■ **EXERCISE OBJECTIVE**
What follows is a block of records; reproduce all of it verbatim.

■ **MATERIAL PROVIDED**
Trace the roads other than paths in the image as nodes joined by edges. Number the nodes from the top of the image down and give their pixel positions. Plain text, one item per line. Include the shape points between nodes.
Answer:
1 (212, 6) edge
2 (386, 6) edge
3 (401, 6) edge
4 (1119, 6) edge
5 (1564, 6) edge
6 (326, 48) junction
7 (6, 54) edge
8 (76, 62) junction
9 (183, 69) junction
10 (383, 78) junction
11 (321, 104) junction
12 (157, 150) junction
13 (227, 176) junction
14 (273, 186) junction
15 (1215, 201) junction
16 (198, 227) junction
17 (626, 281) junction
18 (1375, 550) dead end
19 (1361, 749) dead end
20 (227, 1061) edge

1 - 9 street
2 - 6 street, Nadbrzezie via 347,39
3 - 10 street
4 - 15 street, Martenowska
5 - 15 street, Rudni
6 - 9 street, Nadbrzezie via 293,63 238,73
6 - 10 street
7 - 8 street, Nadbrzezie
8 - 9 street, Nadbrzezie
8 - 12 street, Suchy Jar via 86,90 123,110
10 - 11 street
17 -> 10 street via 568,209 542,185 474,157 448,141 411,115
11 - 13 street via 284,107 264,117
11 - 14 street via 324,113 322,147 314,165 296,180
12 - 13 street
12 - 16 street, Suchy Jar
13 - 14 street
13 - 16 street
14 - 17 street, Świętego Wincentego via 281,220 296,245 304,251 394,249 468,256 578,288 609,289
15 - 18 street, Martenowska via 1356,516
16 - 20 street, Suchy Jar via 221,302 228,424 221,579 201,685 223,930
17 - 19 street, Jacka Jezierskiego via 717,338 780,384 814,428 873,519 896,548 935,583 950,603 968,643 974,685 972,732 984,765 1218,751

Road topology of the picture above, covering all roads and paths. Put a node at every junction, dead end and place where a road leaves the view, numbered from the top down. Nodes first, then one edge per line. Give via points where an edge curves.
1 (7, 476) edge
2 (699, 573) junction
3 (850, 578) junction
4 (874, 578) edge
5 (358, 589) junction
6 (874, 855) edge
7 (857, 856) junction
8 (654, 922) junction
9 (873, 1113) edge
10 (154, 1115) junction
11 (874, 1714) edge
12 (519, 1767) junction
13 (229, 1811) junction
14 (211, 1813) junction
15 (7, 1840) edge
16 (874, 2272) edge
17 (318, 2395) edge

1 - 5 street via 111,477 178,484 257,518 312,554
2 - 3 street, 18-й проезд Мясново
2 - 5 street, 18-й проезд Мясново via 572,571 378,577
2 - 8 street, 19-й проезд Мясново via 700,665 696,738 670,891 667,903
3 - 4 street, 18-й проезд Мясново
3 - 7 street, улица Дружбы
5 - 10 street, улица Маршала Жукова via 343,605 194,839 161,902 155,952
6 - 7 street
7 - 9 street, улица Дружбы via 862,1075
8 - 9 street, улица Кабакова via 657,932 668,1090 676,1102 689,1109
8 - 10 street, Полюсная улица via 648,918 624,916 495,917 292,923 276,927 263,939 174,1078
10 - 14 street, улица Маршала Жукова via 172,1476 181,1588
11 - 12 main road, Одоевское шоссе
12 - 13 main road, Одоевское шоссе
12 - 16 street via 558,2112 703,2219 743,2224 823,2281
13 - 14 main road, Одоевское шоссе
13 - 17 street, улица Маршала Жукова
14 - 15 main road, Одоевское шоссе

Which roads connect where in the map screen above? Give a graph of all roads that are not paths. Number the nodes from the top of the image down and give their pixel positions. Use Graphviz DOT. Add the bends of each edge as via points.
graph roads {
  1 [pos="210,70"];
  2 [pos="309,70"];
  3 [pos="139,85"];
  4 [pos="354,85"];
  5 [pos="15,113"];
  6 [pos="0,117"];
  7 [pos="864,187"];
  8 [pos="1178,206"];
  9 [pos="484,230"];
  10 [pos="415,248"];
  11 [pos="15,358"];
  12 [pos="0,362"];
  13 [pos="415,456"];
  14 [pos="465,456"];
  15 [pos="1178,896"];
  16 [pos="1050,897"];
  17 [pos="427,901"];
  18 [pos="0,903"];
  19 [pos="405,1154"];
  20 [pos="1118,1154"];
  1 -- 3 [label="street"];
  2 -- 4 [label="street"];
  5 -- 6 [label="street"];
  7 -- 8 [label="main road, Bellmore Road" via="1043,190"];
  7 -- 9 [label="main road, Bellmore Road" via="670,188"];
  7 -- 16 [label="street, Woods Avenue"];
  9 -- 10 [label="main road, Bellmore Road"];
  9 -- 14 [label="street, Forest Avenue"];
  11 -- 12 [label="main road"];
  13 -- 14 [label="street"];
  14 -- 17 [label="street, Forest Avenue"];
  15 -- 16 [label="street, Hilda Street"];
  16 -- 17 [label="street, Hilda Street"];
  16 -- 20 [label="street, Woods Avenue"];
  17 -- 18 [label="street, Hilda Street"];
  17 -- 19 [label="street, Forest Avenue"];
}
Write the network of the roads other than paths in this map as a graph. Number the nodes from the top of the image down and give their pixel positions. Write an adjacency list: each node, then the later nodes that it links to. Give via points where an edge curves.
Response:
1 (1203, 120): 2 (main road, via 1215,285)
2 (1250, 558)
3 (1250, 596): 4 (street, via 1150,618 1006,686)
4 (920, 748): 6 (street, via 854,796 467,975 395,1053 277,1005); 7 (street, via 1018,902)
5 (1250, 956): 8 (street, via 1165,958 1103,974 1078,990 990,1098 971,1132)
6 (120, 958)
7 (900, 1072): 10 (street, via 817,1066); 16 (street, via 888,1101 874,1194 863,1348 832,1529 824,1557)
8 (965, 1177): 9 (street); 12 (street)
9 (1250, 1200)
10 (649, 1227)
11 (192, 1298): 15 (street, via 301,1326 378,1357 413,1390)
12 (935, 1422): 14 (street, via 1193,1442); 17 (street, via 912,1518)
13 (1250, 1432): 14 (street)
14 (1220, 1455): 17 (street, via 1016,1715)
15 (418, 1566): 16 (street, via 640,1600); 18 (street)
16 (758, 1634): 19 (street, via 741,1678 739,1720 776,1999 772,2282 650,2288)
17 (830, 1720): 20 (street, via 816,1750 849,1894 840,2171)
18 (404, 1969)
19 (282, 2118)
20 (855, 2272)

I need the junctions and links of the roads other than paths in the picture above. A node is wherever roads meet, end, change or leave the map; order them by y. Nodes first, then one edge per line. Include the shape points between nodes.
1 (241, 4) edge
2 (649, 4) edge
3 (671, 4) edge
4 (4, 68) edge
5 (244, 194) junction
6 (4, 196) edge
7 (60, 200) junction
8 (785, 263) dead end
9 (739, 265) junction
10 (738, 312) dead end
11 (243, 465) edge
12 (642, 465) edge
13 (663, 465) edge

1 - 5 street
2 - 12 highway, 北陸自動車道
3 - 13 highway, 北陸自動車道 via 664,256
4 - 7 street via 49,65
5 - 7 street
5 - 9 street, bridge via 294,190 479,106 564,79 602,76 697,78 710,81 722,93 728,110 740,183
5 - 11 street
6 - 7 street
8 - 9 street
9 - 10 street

■ **EXERCISE SOLUTION**
Trace the roads other than paths in the image as nodes joined by edges. Number the nodes from the top of the image down and give their pixel positions. Plain text, one item per line. Include the shape points between nodes.
Answer:
1 (212, 6) edge
2 (386, 6) edge
3 (401, 6) edge
4 (1119, 6) edge
5 (1564, 6) edge
6 (326, 48) junction
7 (6, 54) edge
8 (76, 62) junction
9 (183, 69) junction
10 (383, 78) junction
11 (321, 104) junction
12 (157, 150) junction
13 (227, 176) junction
14 (273, 186) junction
15 (1215, 201) junction
16 (198, 227) junction
17 (626, 281) junction
18 (1375, 550) dead end
19 (1361, 749) dead end
20 (227, 1061) edge

1 - 9 street
2 - 6 street, Nadbrzezie via 347,39
3 - 10 street
4 - 15 street, Martenowska
5 - 15 street, Rudni
6 - 9 street, Nadbrzezie via 293,63 238,73
6 - 10 street
7 - 8 street, Nadbrzezie
8 - 9 street, Nadbrzezie
8 - 12 street, Suchy Jar via 86,90 123,110
10 - 11 street
17 -> 10 street via 568,209 542,185 474,157 448,141 411,115
11 - 13 street via 284,107 264,117
11 - 14 street via 324,113 322,147 314,165 296,180
12 - 13 street
12 - 16 street, Suchy Jar
13 - 14 street
13 - 16 street
14 - 17 street, Świętego Wincentego via 281,220 296,245 304,251 394,249 468,256 578,288 609,289
15 - 18 street, Martenowska via 1356,516
16 - 20 street, Suchy Jar via 221,302 228,424 221,579 201,685 223,930
17 - 19 street, Jacka Jezierskiego via 717,338 780,384 814,428 873,519 896,548 935,583 950,603 968,643 974,685 972,732 984,765 1218,751

Road topology of the picture above, covering all roads and paths. Put a node at every junction, dead end and place where a road leaves the view, numbered from the top down. Nodes first, then one edge per line. Give via points where an edge curves.
1 (7, 476) edge
2 (699, 573) junction
3 (850, 578) junction
4 (874, 578) edge
5 (358, 589) junction
6 (874, 855) edge
7 (857, 856) junction
8 (654, 922) junction
9 (873, 1113) edge
10 (154, 1115) junction
11 (874, 1714) edge
12 (519, 1767) junction
13 (229, 1811) junction
14 (211, 1813) junction
15 (7, 1840) edge
16 (874, 2272) edge
17 (318, 2395) edge

1 - 5 street via 111,477 178,484 257,518 312,554
2 - 3 street, 18-й проезд Мясново
2 - 5 street, 18-й проезд Мясново via 572,571 378,577
2 - 8 street, 19-й проезд Мясново via 700,665 696,738 670,891 667,903
3 - 4 street, 18-й проезд Мясново
3 - 7 street, улица Дружбы
5 - 10 street, улица Маршала Жукова via 343,605 194,839 161,902 155,952
6 - 7 street
7 - 9 street, улица Дружбы via 862,1075
8 - 9 street, улица Кабакова via 657,932 668,1090 676,1102 689,1109
8 - 10 street, Полюсная улица via 648,918 624,916 495,917 292,923 276,927 263,939 174,1078
10 - 14 street, улица Маршала Жукова via 172,1476 181,1588
11 - 12 main road, Одоевское шоссе
12 - 13 main road, Одоевское шоссе
12 - 16 street via 558,2112 703,2219 743,2224 823,2281
13 - 14 main road, Одоевское шоссе
13 - 17 street, улица Маршала Жукова
14 - 15 main road, Одоевское шоссе

Which roads connect where in the map screen above? Give a graph of all roads that are not paths. Number the nodes from the top of the image down and give their pixel positions. Use Graphviz DOT. Add the bends of each edge as via points.
graph roads {
  1 [pos="210,70"];
  2 [pos="309,70"];
  3 [pos="139,85"];
  4 [pos="354,85"];
  5 [pos="15,113"];
  6 [pos="0,117"];
  7 [pos="864,187"];
  8 [pos="1178,206"];
  9 [pos="484,230"];
  10 [pos="415,248"];
  11 [pos="15,358"];
  12 [pos="0,362"];
  13 [pos="415,456"];
  14 [pos="465,456"];
  15 [pos="1178,896"];
  16 [pos="1050,897"];
  17 [pos="427,901"];
  18 [pos="0,903"];
  19 [pos="405,1154"];
  20 [pos="1118,1154"];
  1 -- 3 [label="street"];
  2 -- 4 [label="street"];
  5 -- 6 [label="street"];
  7 -- 8 [label="main road, Bellmore Road" via="1043,190"];
  7 -- 9 [label="main road, Bellmore Road" via="670,188"];
  7 -- 16 [label="street, Woods Avenue"];
  9 -- 10 [label="main road, Bellmore Road"];
  9 -- 14 [label="street, Forest Avenue"];
  11 -- 12 [label="main road"];
  13 -- 14 [label="street"];
  14 -- 17 [label="street, Forest Avenue"];
  15 -- 16 [label="street, Hilda Street"];
  16 -- 17 [label="street, Hilda Street"];
  16 -- 20 [label="street, Woods Avenue"];
  17 -- 18 [label="street, Hilda Street"];
  17 -- 19 [label="street, Forest Avenue"];
}
Write the network of the roads other than paths in this map as a graph. Number the nodes from the top of the image down and give their pixel positions. Write an adjacency list: each node, then the later nodes that it links to. Give via points where an edge curves.
Response:
1 (1203, 120): 2 (main road, via 1215,285)
2 (1250, 558)
3 (1250, 596): 4 (street, via 1150,618 1006,686)
4 (920, 748): 6 (street, via 854,796 467,975 395,1053 277,1005); 7 (street, via 1018,902)
5 (1250, 956): 8 (street, via 1165,958 1103,974 1078,990 990,1098 971,1132)
6 (120, 958)
7 (900, 1072): 10 (street, via 817,1066); 16 (street, via 888,1101 874,1194 863,1348 832,1529 824,1557)
8 (965, 1177): 9 (street); 12 (street)
9 (1250, 1200)
10 (649, 1227)
11 (192, 1298): 15 (street, via 301,1326 378,1357 413,1390)
12 (935, 1422): 14 (street, via 1193,1442); 17 (street, via 912,1518)
13 (1250, 1432): 14 (street)
14 (1220, 1455): 17 (street, via 1016,1715)
15 (418, 1566): 16 (street, via 640,1600); 18 (street)
16 (758, 1634): 19 (street, via 741,1678 739,1720 776,1999 772,2282 650,2288)
17 (830, 1720): 20 (street, via 816,1750 849,1894 840,2171)
18 (404, 1969)
19 (282, 2118)
20 (855, 2272)

I need the junctions and links of the roads other than paths in the picture above. A node is wherever roads meet, end, change or leave the map; order them by y. Nodes first, then one edge per line. Include the shape points between nodes.
1 (241, 4) edge
2 (649, 4) edge
3 (671, 4) edge
4 (4, 68) edge
5 (244, 194) junction
6 (4, 196) edge
7 (60, 200) junction
8 (785, 263) dead end
9 (739, 265) junction
10 (738, 312) dead end
11 (243, 465) edge
12 (642, 465) edge
13 (663, 465) edge

1 - 5 street
2 - 12 highway, 北陸自動車道
3 - 13 highway, 北陸自動車道 via 664,256
4 - 7 street via 49,65
5 - 7 street
5 - 9 street, bridge via 294,190 479,106 564,79 602,76 697,78 710,81 722,93 728,110 740,183
5 - 11 street
6 - 7 street
8 - 9 street
9 - 10 street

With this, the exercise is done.